L'ancien lycée, ancienne Université de Baeza (1538), a accueilli un professeur qui fuyait la vie, un Machado dévasté par la mort de sa femme. Sur place, il est possible de visiter la salle de classe où il enseignait les cours de grammaire française, qui est conservée telle qu'elle était à l'époque de Machado. L'émotion submergera votre cœur lorsque vous revivrez le moment précis où Federico García Lorca a rencontré le professeur dans ce même lieu, juste au moment où l'homme de Grenade, âgé de 18 ans, a décidé d'être poète.

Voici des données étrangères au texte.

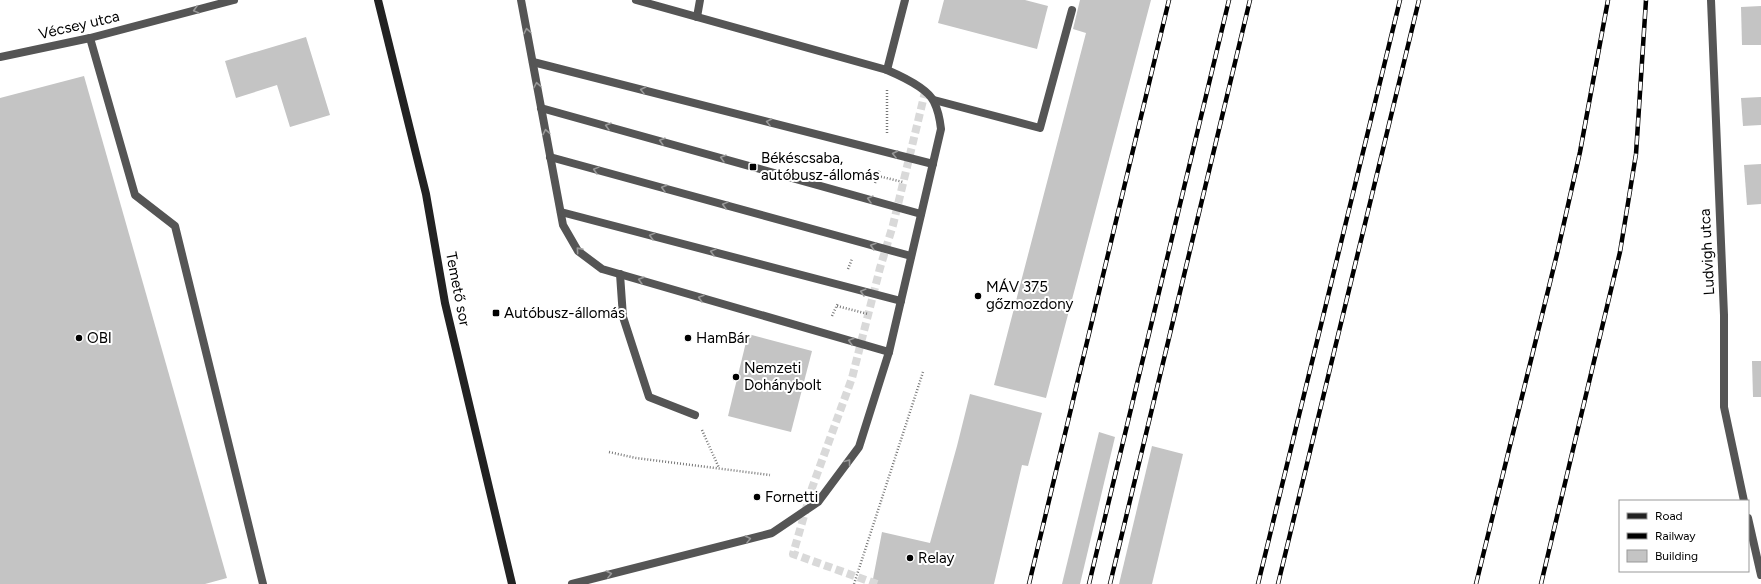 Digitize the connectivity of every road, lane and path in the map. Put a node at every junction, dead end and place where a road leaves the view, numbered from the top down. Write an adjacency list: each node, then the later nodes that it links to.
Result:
1 (234, 0): 10 (street, Vécsey utca, one-way to 10)
2 (378, 0): 37 (street, Temető sor)
3 (521, 0): 12 (street, one-way to 3)
4 (636, 0): 9 (street)
5 (700, 0): 9 (street)
6 (905, 0): 13 (street)
7 (1711, 0): 33 (street, Ludvigh utca)
8 (1072, 10): 14 (street)
9 (697, 17): 13 (street)
10 (90, 38): 11 (street, Vécsey utca); 36 (street)
11 (0, 57)
12 (533, 62): 15 (street, one-way to 12); 17 (street, one-way to 12)
13 (887, 70): 14 (street)
14 (934, 100): 17 (street)
15 (541, 108): 16 (street, one-way to 15); 21 (street, one-way to 15)
16 (550, 157): 20 (street); 22 (street, one-way to 16)
17 (933, 164): 21 (street)
18 (878, 176): 19 (path)
19 (903, 182)
20 (561, 212): 23 (street, one-way to 20); 24 (street, one-way to 20)
21 (921, 214): 22 (street)
22 (911, 256): 24 (street)
23 (620, 274): 27 (street, one-way to 23); 29 (street)
24 (901, 302): 27 (street)
25 (837, 306): 26 (path)
26 (868, 314)
27 (889, 352): 38 (street, one-way to 27)
28 (923, 372): 39 (path)
29 (695, 416): 31 (path)
30 (609, 452): 31 (path)
31 (719, 468): 32 (path)
32 (770, 475)
33 (1744, 500)
34 (1749, 522): 35 (street)
35 (1761, 575)
36 (263, 584)
37 (512, 584)
38 (572, 584)
39 (854, 584)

Machado est tombé amoureux d'une terre qu'il a appris à connaître profondément... et à aimer. Le voyageur peut aller jusqu'à Ubeda, comme le faisait souvent l'intellectuel, mais à Baeza même, il y a d'autres enclaves qui nous parlent de sa présence, comme la maison où il vivait dans la rue Gaspar Becerra, sa statue assise à côté du nouveau casino ou la promenade qui porte son nom, et qui offre une vue exceptionnelle sur la campagne et la Sierra Magina.
Les amateurs de Joaquín Sabina feront un pèlerinage dans la rue Melancolía, la taverne qu'il fréquentait et où l'on peut voir des photos du jeune d'Ubeda avec ses amis de l'époque, ou des dessins du chanteur accompagnant ses paroles et ses poèmes. Ils exposent même le faire-part de sa première communion, celle de Joaquín Martínez Sabina, un garçon du quartier. La paroisse de San Lorenzo, récemment restaurée et "ouverte pour travaux", est la scène et l'axe central des journées "Sabina pasaba por aquí", un programme culturel ambitieux qui s'articule autour de la figure du chanteur.
Bien que Mágina soit la belle chaîne de montagnes que l'on peut voir depuis les points de vue d'Úbeda, c'est aussi la ville imaginée dans les romans de l'écrivain Antonio Muñoz Molina, lauréat du prix Prince des Asturies pour les lettres. Mais, en réalité, Mágina est Úbeda, la ville où il est né en 1956, dans le quartier de San Lorenzo. Dans ce lieu de son enfance, et ayant pour cadre certains des monuments de la ville comme la Maison des tours, on trouve une bonne partie de l'intrigue du Royaume des voix et du roman Le vent de la lune. La ronde qui entoure les murs porte désormais le nom de l'écrivain.
Sans aucun doute, pour l'amateur de culture, c'est une autre façon innovante et créative de connaître deux villes incontournables lors d'un magnifique itinéraire à travers l'Andalousie.